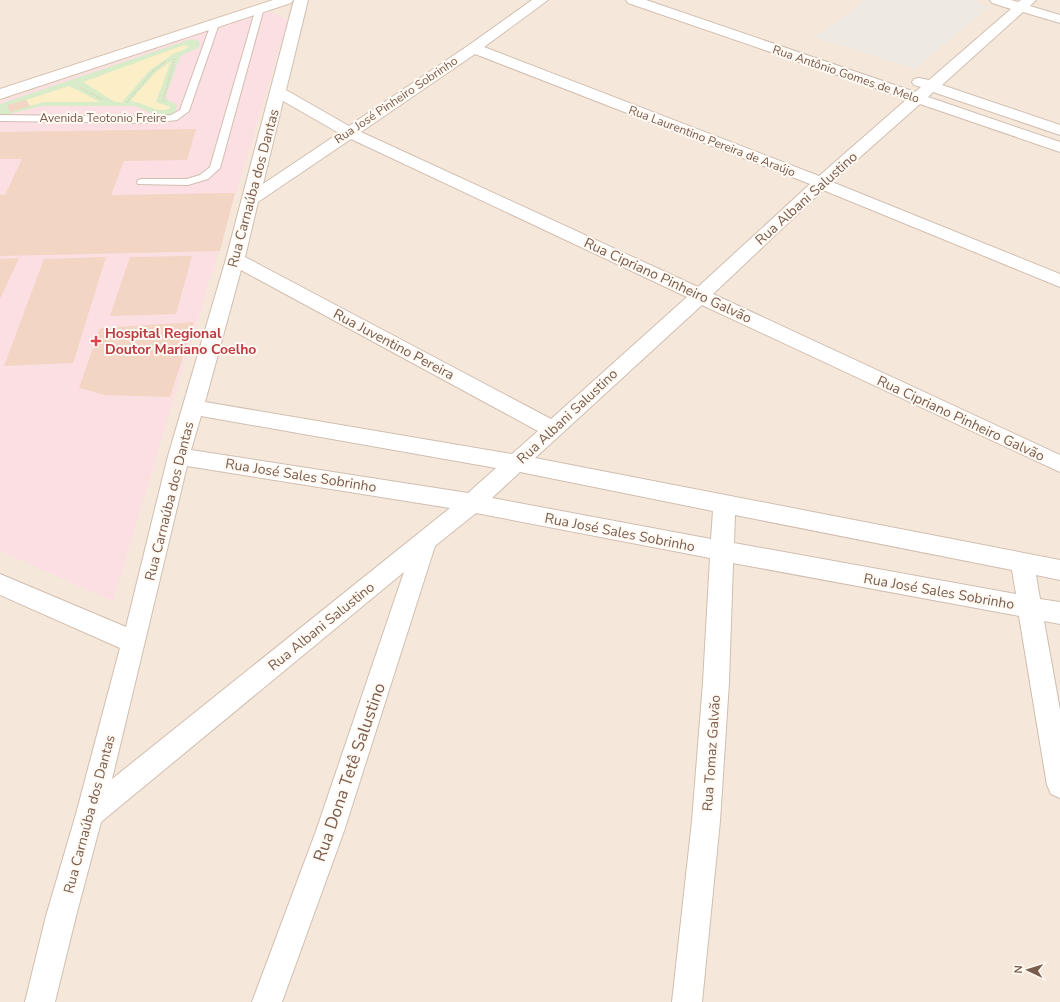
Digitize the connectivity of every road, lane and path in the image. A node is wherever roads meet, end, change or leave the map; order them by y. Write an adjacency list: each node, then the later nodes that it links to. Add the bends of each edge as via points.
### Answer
1 (286, 0): 8 (street)
2 (301, 0): 21 (street, Rua Carnaúba dos Dantas)
3 (541, 0): 16 (street, Rua José Pinheiro Sobrinho)
4 (633, 0): 11 (street, Rua Antônio Gomes de Melo)
5 (675, 0): 10 (street)
6 (997, 0): 7 (street)
7 (1028, 2): 9 (street); 13 (street); 22 (street, Rua Albani Salustino)
8 (259, 4): 14 (street); 19 (street); 32 (lane, via 215,168 204,177 188,182)
9 (1060, 7)
10 (701, 9): 11 (street); 12 (street)
11 (689, 19): 17 (street, Rua Antônio Gomes de Melo)
12 (730, 19)
13 (1060, 19)
14 (214, 24): 23 (street); 27 (lane, Avenida Teotonio Freire, via 184,111 174,118)
15 (787, 38): 17 (street)
16 (474, 48): 29 (street, Rua José Pinheiro Sobrinho); 33 (street, Rua Laurentino Pereira de Araújo)
17 (775, 49): 22 (street, Rua Antônio Gomes de Melo)
18 (907, 78): 22 (street, Rua Antônio Gomes de Melo)
19 (0, 82)
20 (78, 86): 24 (path)
21 (278, 92): 29 (street, Rua Cipriano Pinheiro Galvão); 34 (street, Rua Carnaúba dos Dantas)
22 (923, 92): 28 (street, Rua Antônio Gomes de Melo); 30 (street, Rua Antônio Gomes de Melo); 33 (street, Rua Albani Salustino)
23 (0, 94)
24 (104, 100)
25 (168, 103): 26 (path, via 162,100 176,55 152,72 125,104)
26 (132, 104)
27 (0, 118)
28 (1055, 129): 30 (street)
29 (349, 132): 34 (street, Rua José Pinheiro Sobrinho); 37 (street, Rua Cipriano Pinheiro Galvão)
30 (1041, 141): 31 (street, Rua Antônio Gomes de Melo)
31 (1060, 147)
32 (142, 182)
33 (821, 183): 36 (street, Rua Laurentino Pereira de Araújo); 37 (street, Rua Albani Salustino)
34 (250, 198): 35 (street, Rua Carnaúba dos Dantas)
35 (235, 259): 38 (street, Rua Carnaúba dos Dantas); 39 (street, Rua Juventino Pereira)
36 (1060, 281)
37 (701, 295): 39 (street, Rua Albani Salustino); 42 (street, Rua Cipriano Pinheiro Galvão)
38 (192, 407): 40 (street, Rua Carnaúba dos Dantas); 41 (street)
39 (552, 429): 41 (street, Rua Albani Salustino)
40 (179, 456): 43 (street, Rua José Sales Sobrinho); 52 (street, Rua Carnaúba dos Dantas)
41 (516, 463): 43 (street, Rua Albani Salustino); 44 (street)
42 (1060, 464)
43 (472, 503): 45 (street, Rua Albani Salustino); 46 (street, Rua José Sales Sobrinho)
44 (724, 504): 46 (street, Rua Tomaz Galvão); 47 (street)
45 (426, 540): 54 (street, Rua Albani Salustino); 56 (street, Rua Dona Tetê Salustino, via 330,831)
46 (722, 551): 50 (street, Rua José Sales Sobrinho); 57 (street, Rua Tomaz Galvão, via 706,814)
47 (1022, 562): 48 (street); 50 (street)
48 (1060, 570)
49 (0, 584): 52 (street)
50 (1030, 608): 51 (street, Rua José Sales Sobrinho); 53 (street)
51 (1060, 613)
52 (134, 642): 54 (street, Rua Carnaúba dos Dantas)
53 (1060, 785)
54 (90, 814): 55 (street, Rua Carnaúba dos Dantas)
55 (40, 1002)
56 (267, 1002)
57 (687, 1002)

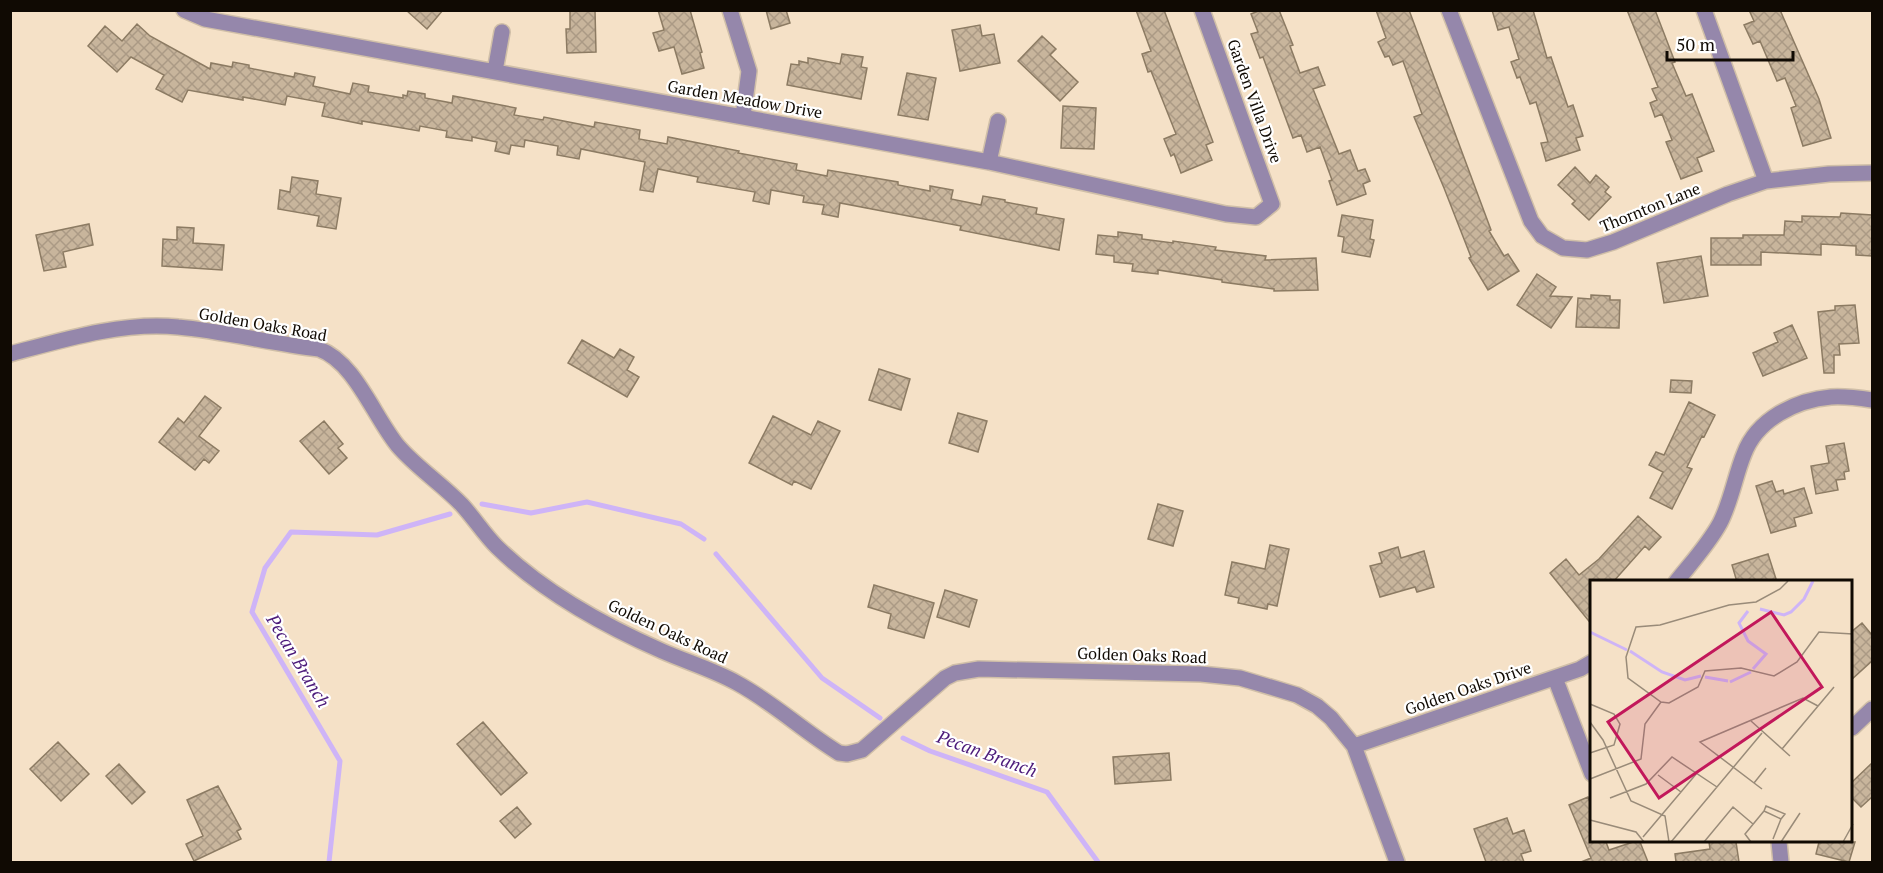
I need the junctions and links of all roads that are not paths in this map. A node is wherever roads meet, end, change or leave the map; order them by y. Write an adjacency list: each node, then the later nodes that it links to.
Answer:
1 (184, 10): 7 (street, Garden Meadow Drive)
2 (730, 10): 8 (street)
3 (1202, 10): 13 (street, Garden Villa Drive)
4 (1449, 10): 12 (street, Thornton Lane)
5 (1704, 10): 12 (street)
6 (502, 32): 7 (street)
7 (495, 71): 8 (street, Garden Meadow Drive)
8 (743, 116): 10 (street, Garden Meadow Drive)
9 (998, 121): 10 (street)
10 (989, 162): 13 (street, Garden Meadow Drive)
11 (1872, 173): 12 (street, Thornton Lane)
12 (1766, 181)
13 (1272, 204)
14 (10, 354): 21 (street, Golden Oaks Road)
15 (1872, 400): 16 (street)
16 (1678, 580)
17 (1590, 663): 18 (street, Golden Oaks Drive)
18 (1555, 678): 21 (street, Golden Oaks Drive); 22 (street)
19 (1872, 709): 20 (street)
20 (1853, 726)
21 (1354, 746): 24 (street, Golden Oaks Road)
22 (1590, 769)
23 (1779, 843): 25 (street)
24 (1397, 862)
25 (1781, 862)

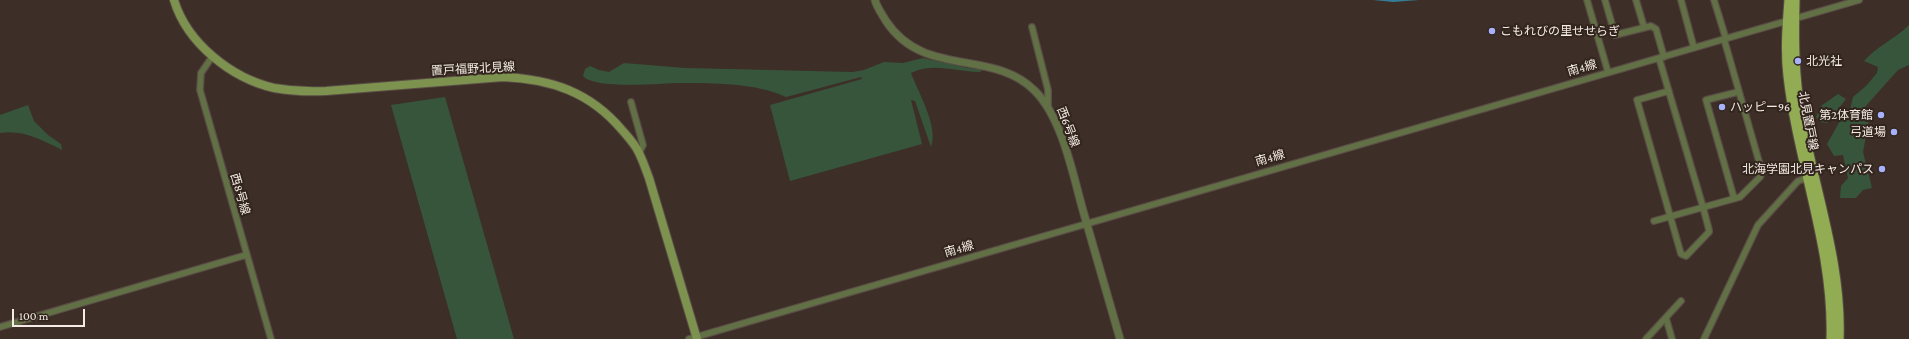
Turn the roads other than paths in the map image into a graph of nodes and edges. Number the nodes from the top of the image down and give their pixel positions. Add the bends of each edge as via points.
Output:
1 (174, 0) edge
2 (875, 0) edge
3 (1587, 0) edge
4 (1605, 0) edge
5 (1636, 0) edge
6 (1681, 0) edge
7 (1714, 0) edge
8 (1789, 0) edge
9 (1795, 0) edge
10 (1859, 0) edge
11 (1791, 19) junction
12 (1032, 26) dead end
13 (1644, 27) junction
14 (1725, 39) junction
15 (1694, 48) junction
16 (212, 56) junction
17 (1662, 57) junction
18 (1608, 72) junction
19 (1669, 91) junction
20 (1738, 92) junction
21 (631, 102) dead end
22 (1048, 106) junction
23 (639, 152) junction
24 (1811, 177) junction
25 (1734, 198) junction
26 (1703, 207) junction
27 (1671, 217) junction
28 (1654, 221) dead end
29 (1086, 223) junction
30 (246, 255) junction
31 (1681, 301) dead end
32 (1666, 318) junction
33 (0, 327) edge
34 (694, 338) edge
35 (271, 339) edge
36 (1120, 339) edge
37 (1646, 339) edge
38 (1672, 339) edge
39 (1704, 339) edge
40 (1831, 339) edge
41 (1839, 339) edge

1 - 16 main road, 置戸福野北見線 via 177,10 192,34
2 - 22 street, 西6号線 via 891,28 902,40 918,50 932,56 1009,73 1035,90
3 - 18 street
4 - 13 street via 1615,35
5 - 13 street
6 - 15 street
7 - 14 street
8 - 11 main road, 北見置戸線
9 - 11 main road, 北見置戸線
10 - 11 street, 南4線
11 - 14 street, 南4線
11 - 24 main road, 北見置戸線 via 1795,74
12 - 22 street via 1048,90
13 - 17 street via 1651,26 1656,29
14 - 15 street, 南4線
14 - 20 street
15 - 17 street, 南4線
16 - 23 main road, 置戸福野北見線 via 244,78 299,92 503,77 544,81 574,92 599,107 617,124
16 - 30 street, 西8号線 via 201,72 200,90
17 - 18 street, 南4線
17 - 19 street
18 - 29 street, 南4線
19 - 26 street
19 - 27 street via 1637,100
20 - 25 street via 1762,172 1740,197
20 - 25 street via 1706,100
21 - 23 street via 643,145
22 - 29 street, 西6号線 via 1057,125
23 - 34 main road, 置戸福野北見線 via 649,178
24 - 39 street via 1798,181 1758,225
24 - 40 main road, 北見置戸線 via 1829,283
24 - 41 main road, 北見置戸線 via 1836,281
25 - 26 street
26 - 27 street
26 - 27 street via 1709,232 1686,256 1681,254
27 - 28 street
29 - 34 street, 南4線
29 - 36 street, 西6号線
30 - 33 street
30 - 35 street, 西8号線
31 - 32 street
32 - 37 street
32 - 38 street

(WHAT IS EXPECTED):
Should any entry above carry a picture, omit it and repeat everything else word for word.

(WRITTEN ANSWER):
Digitize the connectivity of every road, lane and path in the image. A node is wherever roads meet, end, change or leave the map; order them by y. Write an adjacency list: each node, then the later nodes that it links to. Add the bends of each edge as via points.
### Answer
1 (286, 0): 8 (street)
2 (301, 0): 21 (street, Rua Carnaúba dos Dantas)
3 (541, 0): 16 (street, Rua José Pinheiro Sobrinho)
4 (633, 0): 11 (street, Rua Antônio Gomes de Melo)
5 (675, 0): 10 (street)
6 (997, 0): 7 (street)
7 (1028, 2): 9 (street); 13 (street); 22 (street, Rua Albani Salustino)
8 (259, 4): 14 (street); 19 (street); 32 (lane, via 215,168 204,177 188,182)
9 (1060, 7)
10 (701, 9): 11 (street); 12 (street)
11 (689, 19): 17 (street, Rua Antônio Gomes de Melo)
12 (730, 19)
13 (1060, 19)
14 (214, 24): 23 (street); 27 (lane, Avenida Teotonio Freire, via 184,111 174,118)
15 (787, 38): 17 (street)
16 (474, 48): 29 (street, Rua José Pinheiro Sobrinho); 33 (street, Rua Laurentino Pereira de Araújo)
17 (775, 49): 22 (street, Rua Antônio Gomes de Melo)
18 (907, 78): 22 (street, Rua Antônio Gomes de Melo)
19 (0, 82)
20 (78, 86): 24 (path)
21 (278, 92): 29 (street, Rua Cipriano Pinheiro Galvão); 34 (street, Rua Carnaúba dos Dantas)
22 (923, 92): 28 (street, Rua Antônio Gomes de Melo); 30 (street, Rua Antônio Gomes de Melo); 33 (street, Rua Albani Salustino)
23 (0, 94)
24 (104, 100)
25 (168, 103): 26 (path, via 162,100 176,55 152,72 125,104)
26 (132, 104)
27 (0, 118)
28 (1055, 129): 30 (street)
29 (349, 132): 34 (street, Rua José Pinheiro Sobrinho); 37 (street, Rua Cipriano Pinheiro Galvão)
30 (1041, 141): 31 (street, Rua Antônio Gomes de Melo)
31 (1060, 147)
32 (142, 182)
33 (821, 183): 36 (street, Rua Laurentino Pereira de Araújo); 37 (street, Rua Albani Salustino)
34 (250, 198): 35 (street, Rua Carnaúba dos Dantas)
35 (235, 259): 38 (street, Rua Carnaúba dos Dantas); 39 (street, Rua Juventino Pereira)
36 (1060, 281)
37 (701, 295): 39 (street, Rua Albani Salustino); 42 (street, Rua Cipriano Pinheiro Galvão)
38 (192, 407): 40 (street, Rua Carnaúba dos Dantas); 41 (street)
39 (552, 429): 41 (street, Rua Albani Salustino)
40 (179, 456): 43 (street, Rua José Sales Sobrinho); 52 (street, Rua Carnaúba dos Dantas)
41 (516, 463): 43 (street, Rua Albani Salustino); 44 (street)
42 (1060, 464)
43 (472, 503): 45 (street, Rua Albani Salustino); 46 (street, Rua José Sales Sobrinho)
44 (724, 504): 46 (street, Rua Tomaz Galvão); 47 (street)
45 (426, 540): 54 (street, Rua Albani Salustino); 56 (street, Rua Dona Tetê Salustino, via 330,831)
46 (722, 551): 50 (street, Rua José Sales Sobrinho); 57 (street, Rua Tomaz Galvão, via 706,814)
47 (1022, 562): 48 (street); 50 (street)
48 (1060, 570)
49 (0, 584): 52 (street)
50 (1030, 608): 51 (street, Rua José Sales Sobrinho); 53 (street)
51 (1060, 613)
52 (134, 642): 54 (street, Rua Carnaúba dos Dantas)
53 (1060, 785)
54 (90, 814): 55 (street, Rua Carnaúba dos Dantas)
55 (40, 1002)
56 (267, 1002)
57 (687, 1002)

I need the junctions and links of all roads that are not paths in this map. A node is wherever roads meet, end, change or leave the map; order them by y. Write an adjacency list: each node, then the later nodes that it links to.
Answer:
1 (184, 10): 7 (street, Garden Meadow Drive)
2 (730, 10): 8 (street)
3 (1202, 10): 13 (street, Garden Villa Drive)
4 (1449, 10): 12 (street, Thornton Lane)
5 (1704, 10): 12 (street)
6 (502, 32): 7 (street)
7 (495, 71): 8 (street, Garden Meadow Drive)
8 (743, 116): 10 (street, Garden Meadow Drive)
9 (998, 121): 10 (street)
10 (989, 162): 13 (street, Garden Meadow Drive)
11 (1872, 173): 12 (street, Thornton Lane)
12 (1766, 181)
13 (1272, 204)
14 (10, 354): 21 (street, Golden Oaks Road)
15 (1872, 400): 16 (street)
16 (1678, 580)
17 (1590, 663): 18 (street, Golden Oaks Drive)
18 (1555, 678): 21 (street, Golden Oaks Drive); 22 (street)
19 (1872, 709): 20 (street)
20 (1853, 726)
21 (1354, 746): 24 (street, Golden Oaks Road)
22 (1590, 769)
23 (1779, 843): 25 (street)
24 (1397, 862)
25 (1781, 862)

Turn the roads other than paths in the map image into a graph of nodes and edges. Number the nodes from the top of the image down and give their pixel positions. Add the bends of each edge as via points.
Output:
1 (174, 0) edge
2 (875, 0) edge
3 (1587, 0) edge
4 (1605, 0) edge
5 (1636, 0) edge
6 (1681, 0) edge
7 (1714, 0) edge
8 (1789, 0) edge
9 (1795, 0) edge
10 (1859, 0) edge
11 (1791, 19) junction
12 (1032, 26) dead end
13 (1644, 27) junction
14 (1725, 39) junction
15 (1694, 48) junction
16 (212, 56) junction
17 (1662, 57) junction
18 (1608, 72) junction
19 (1669, 91) junction
20 (1738, 92) junction
21 (631, 102) dead end
22 (1048, 106) junction
23 (639, 152) junction
24 (1811, 177) junction
25 (1734, 198) junction
26 (1703, 207) junction
27 (1671, 217) junction
28 (1654, 221) dead end
29 (1086, 223) junction
30 (246, 255) junction
31 (1681, 301) dead end
32 (1666, 318) junction
33 (0, 327) edge
34 (694, 338) edge
35 (271, 339) edge
36 (1120, 339) edge
37 (1646, 339) edge
38 (1672, 339) edge
39 (1704, 339) edge
40 (1831, 339) edge
41 (1839, 339) edge

1 - 16 main road, 置戸福野北見線 via 177,10 192,34
2 - 22 street, 西6号線 via 891,28 902,40 918,50 932,56 1009,73 1035,90
3 - 18 street
4 - 13 street via 1615,35
5 - 13 street
6 - 15 street
7 - 14 street
8 - 11 main road, 北見置戸線
9 - 11 main road, 北見置戸線
10 - 11 street, 南4線
11 - 14 street, 南4線
11 - 24 main road, 北見置戸線 via 1795,74
12 - 22 street via 1048,90
13 - 17 street via 1651,26 1656,29
14 - 15 street, 南4線
14 - 20 street
15 - 17 street, 南4線
16 - 23 main road, 置戸福野北見線 via 244,78 299,92 503,77 544,81 574,92 599,107 617,124
16 - 30 street, 西8号線 via 201,72 200,90
17 - 18 street, 南4線
17 - 19 street
18 - 29 street, 南4線
19 - 26 street
19 - 27 street via 1637,100
20 - 25 street via 1762,172 1740,197
20 - 25 street via 1706,100
21 - 23 street via 643,145
22 - 29 street, 西6号線 via 1057,125
23 - 34 main road, 置戸福野北見線 via 649,178
24 - 39 street via 1798,181 1758,225
24 - 40 main road, 北見置戸線 via 1829,283
24 - 41 main road, 北見置戸線 via 1836,281
25 - 26 street
26 - 27 street
26 - 27 street via 1709,232 1686,256 1681,254
27 - 28 street
29 - 34 street, 南4線
29 - 36 street, 西6号線
30 - 33 street
30 - 35 street, 西8号線
31 - 32 street
32 - 37 street
32 - 38 street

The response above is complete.